I wish we lived in a world where I could say, “Yes, so sad, and here’s why: because despite all this attention I get for doing absolutely nothing, I’m still lonely. It seems like it’s love and admiration that’s being heaped on me by strangers every day when I leave the house, but its not. It’s insult and aggression. If in some strange other universe you appealed to me, and I offered myself, I know you wouldn’t have me. Your anger is palpable. I think you might hate me. At the least, you have taught me that my place is to feel isolated, ashamed of being remarkable, and no matter how I try, your words still echo in my ears every time I talk to a man I genuinely care for. Those echoes make it a struggle to believe I can be taken seriously.”
Yet—yet—once in awhile:
A crisp, sunny February day. I’m out in my new neighbourhood, wrapped up in my vintage velvet coat. A man hovering outside the Roti Shop on my block calls out to me in his lilting Caribbean accent.

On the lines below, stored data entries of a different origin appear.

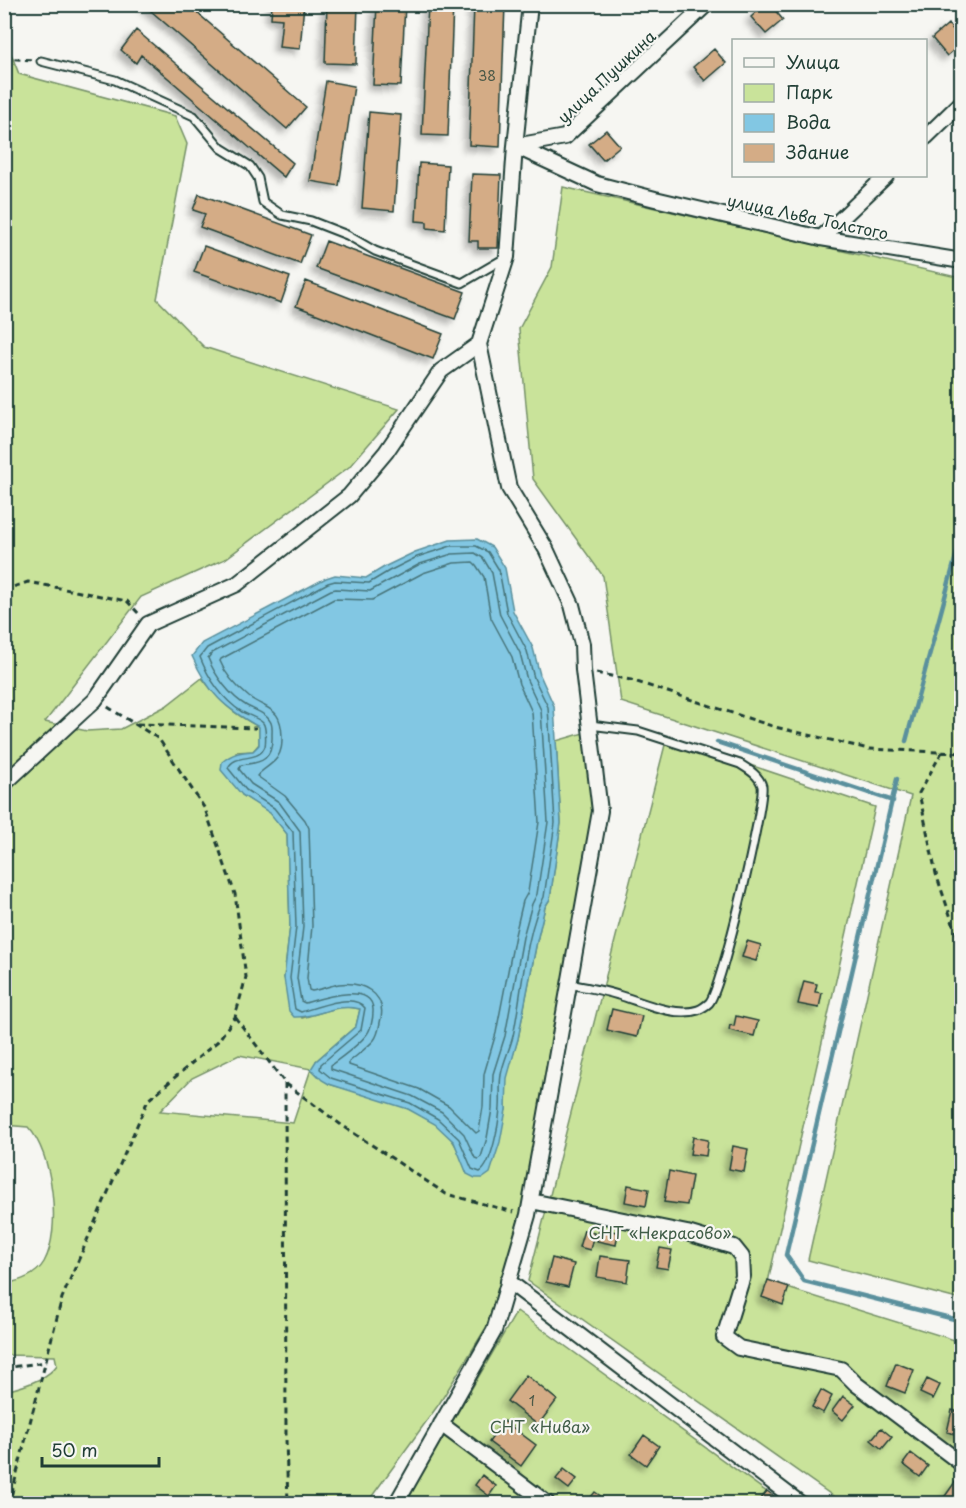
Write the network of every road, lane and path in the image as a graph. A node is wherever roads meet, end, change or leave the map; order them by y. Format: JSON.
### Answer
{"nodes":[{"id":1,"x":530,"y":4,"type":"edge"},
{"id":2,"x":707,"y":4,"type":"edge"},
{"id":3,"x":4,"y":58,"type":"edge"},
{"id":4,"x":41,"y":61,"type":"joint"},
{"id":5,"x":962,"y":102,"type":"edge"},
{"id":6,"x":927,"y":136,"type":"edge"},
{"id":7,"x":515,"y":146,"type":"junction"},
{"id":8,"x":885,"y":177,"type":"edge"},
{"id":9,"x":821,"y":238,"type":"junction"},
{"id":10,"x":507,"y":257,"type":"junction"},
{"id":11,"x":962,"y":261,"type":"edge"},
{"id":12,"x":479,"y":344,"type":"junction"},
{"id":13,"x":4,"y":590,"type":"edge"},
{"id":14,"x":148,"y":624,"type":"junction"},
{"id":15,"x":583,"y":670,"type":"junction"},
{"id":16,"x":95,"y":700,"type":"junction"},
{"id":17,"x":135,"y":724,"type":"junction"},
{"id":18,"x":590,"y":725,"type":"junction"},
{"id":19,"x":255,"y":728,"type":"dead end"},
{"id":20,"x":942,"y":752,"type":"junction"},
{"id":21,"x":962,"y":753,"type":"edge"},
{"id":22,"x":4,"y":784,"type":"edge"},
{"id":23,"x":962,"y":950,"type":"edge"},
{"id":24,"x":569,"y":984,"type":"junction"},
{"id":25,"x":235,"y":1017,"type":"junction"},
{"id":26,"x":285,"y":1083,"type":"junction"},
{"id":27,"x":529,"y":1208,"type":"junction"},
{"id":28,"x":508,"y":1281,"type":"junction"},
{"id":29,"x":45,"y":1362,"type":"junction"},
{"id":30,"x":4,"y":1368,"type":"edge"},
{"id":31,"x":441,"y":1424,"type":"junction"},
{"id":32,"x":962,"y":1464,"type":"edge"},
{"id":33,"x":9,"y":1503,"type":"edge"},
{"id":34,"x":288,"y":1503,"type":"edge"},
{"id":35,"x":396,"y":1503,"type":"edge"},
{"id":36,"x":548,"y":1503,"type":"edge"},
{"id":37,"x":801,"y":1503,"type":"edge"}],
"edges":[{"from":1,"to":7,"type":"street"},
{"from":2,"to":7,"type":"street","name":"улица Пушкина"},
{"from":3,"to":4,"type":"path"},
{"from":4,"to":10,"type":"lane"},
{"from":5,"to":6,"type":"street"},
{"from":7,"to":9,"type":"street","name":"улица Льва Толстого"},
{"from":7,"to":10,"type":"street"},
{"from":8,"to":9,"type":"street"},
{"from":9,"to":11,"type":"street","name":"улица Льва Толстого"},
{"from":10,"to":12,"type":"street"},
{"from":12,"to":14,"type":"street"},
{"from":12,"to":15,"type":"street"},
{"from":13,"to":14,"type":"path"},
{"from":14,"to":16,"type":"street"},
{"from":15,"to":18,"type":"street"},
{"from":15,"to":20,"type":"path"},
{"from":16,"to":17,"type":"path"},
{"from":16,"to":22,"type":"street"},
{"from":17,"to":19,"type":"path"},
{"from":17,"to":25,"type":"path"},
{"from":18,"to":24,"type":"street"},
{"from":18,"to":24,"type":"lane"},
{"from":20,"to":21,"type":"path"},
{"from":20,"to":23,"type":"path"},
{"from":24,"to":27,"type":"street"},
{"from":25,"to":26,"type":"path"},
{"from":25,"to":29,"type":"path"},
{"from":26,"to":27,"type":"path"},
{"from":26,"to":34,"type":"path"},
{"from":27,"to":28,"type":"street"},
{"from":27,"to":32,"type":"street"},
{"from":28,"to":31,"type":"street"},
{"from":28,"to":37,"type":"street"},
{"from":29,"to":30,"type":"path"},
{"from":29,"to":33,"type":"path"},
{"from":31,"to":35,"type":"street"},
{"from":31,"to":36,"type":"street"}]}
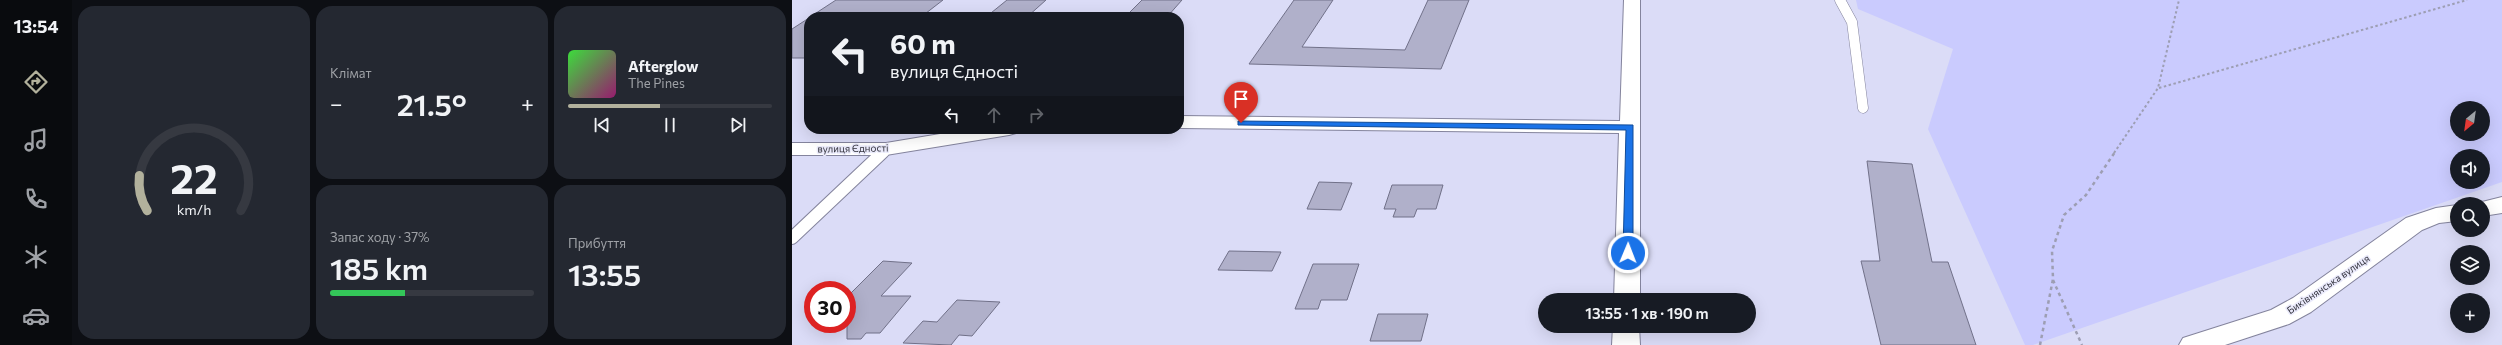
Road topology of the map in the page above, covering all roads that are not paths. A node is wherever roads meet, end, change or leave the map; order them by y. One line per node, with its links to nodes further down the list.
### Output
1 (1632, 0): 5 (street)
2 (1840, 0): 3 (lane)
3 (1863, 108)
4 (1184, 122): 5 (street)
5 (1630, 127): 13 (street)
6 (978, 134): 8 (street, вулиця Єдності)
7 (792, 149): 8 (street, вулиця Єдності)
8 (886, 149): 12 (lane)
9 (2502, 205): 10 (street)
10 (2490, 207)
11 (2450, 214): 16 (street, Биківнянська вулиця)
12 (792, 238)
13 (1627, 293)
14 (1626, 333): 15 (street)
15 (1626, 345)
16 (2193, 345)

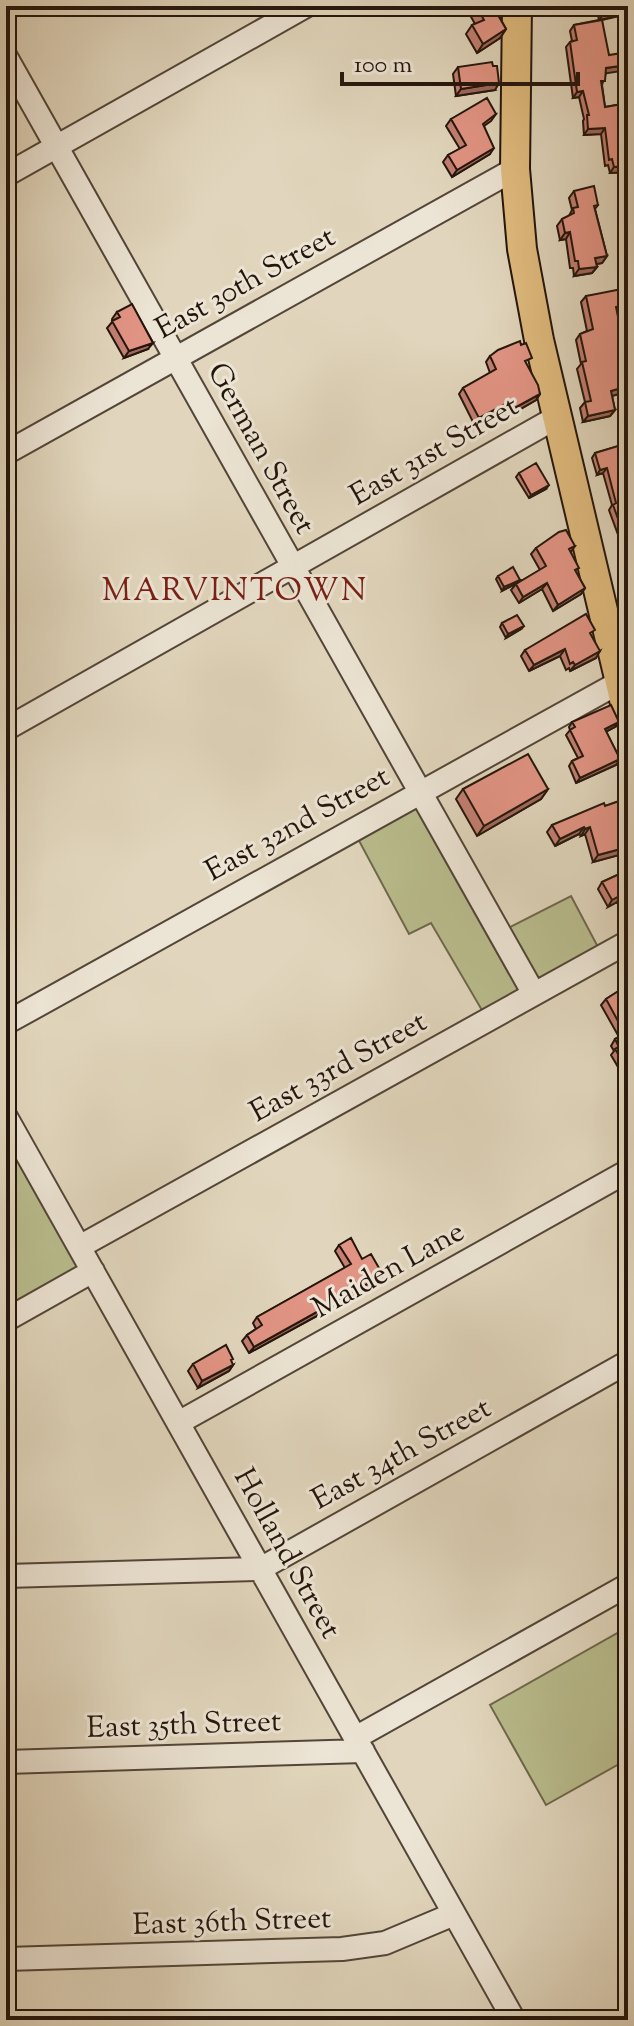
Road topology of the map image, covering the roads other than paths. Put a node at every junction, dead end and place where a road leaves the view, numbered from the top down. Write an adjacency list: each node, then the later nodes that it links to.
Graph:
1 (306, 6): 4 (street)
2 (517, 6): 5 (main road)
3 (6, 57): 4 (street, German Street)
4 (56, 147): 6 (street); 7 (street, German Street)
5 (515, 169): 7 (street, East 30th Street); 8 (main road)
6 (6, 175)
7 (174, 358): 9 (street, East 30th Street); 10 (street, German Street)
8 (559, 416): 10 (street, East 31st Street); 11 (main road)
9 (6, 453)
10 (293, 567): 13 (street, East 31st Street); 14 (street, German Street)
11 (620, 682): 12 (main road); 14 (street, East 32nd Street)
12 (628, 716)
13 (6, 729)
14 (419, 792): 16 (street, German Street); 17 (street, East 32nd Street)
15 (628, 942): 16 (street, East 33rd Street)
16 (534, 994): 20 (street, East 33rd Street)
17 (6, 1023)
18 (6, 1117): 20 (street, Holland Street)
19 (628, 1171): 24 (street, Maiden Lane)
20 (79, 1247): 21 (street, Holland Street)
21 (93, 1271): 22 (street); 24 (street, Holland Street)
22 (6, 1320)
23 (628, 1362): 25 (street, East 34th Street)
24 (178, 1423): 25 (street, Holland Street)
25 (260, 1569): 26 (street, East 34th Street); 28 (street, Holland Street)
26 (6, 1576)
27 (628, 1585): 28 (street, East 35th Street)
28 (359, 1744): 29 (street, East 35th Street); 30 (street, Holland Street)
29 (6, 1762)
30 (454, 1914): 31 (street, East 36th Street); 32 (street, Holland Street)
31 (6, 1959)
32 (514, 2020)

“Beautiful. Lady. Good Mornin’!”
And it was. And I felt, indeed, like a Beautiful Lady.
I can’t fully explain why this one felt so different from the rest, except maybe that it was genuine and benevolent. It brightened my day, and I think that was his intention. He wanted nothing from me, and wasn’t angry at me for reacting, not reacting, enjoying or feeling angry or shamed. Amid the din of the cat-calling, when the weight of all the bizarre loneliness inflicted by the flood of commentary threatens to pull me down, I think of this one. The compliment was nice, but that’s not really the important part. It’s just a relief to remember that being a Beautiful Lady should be nothing but a good thing.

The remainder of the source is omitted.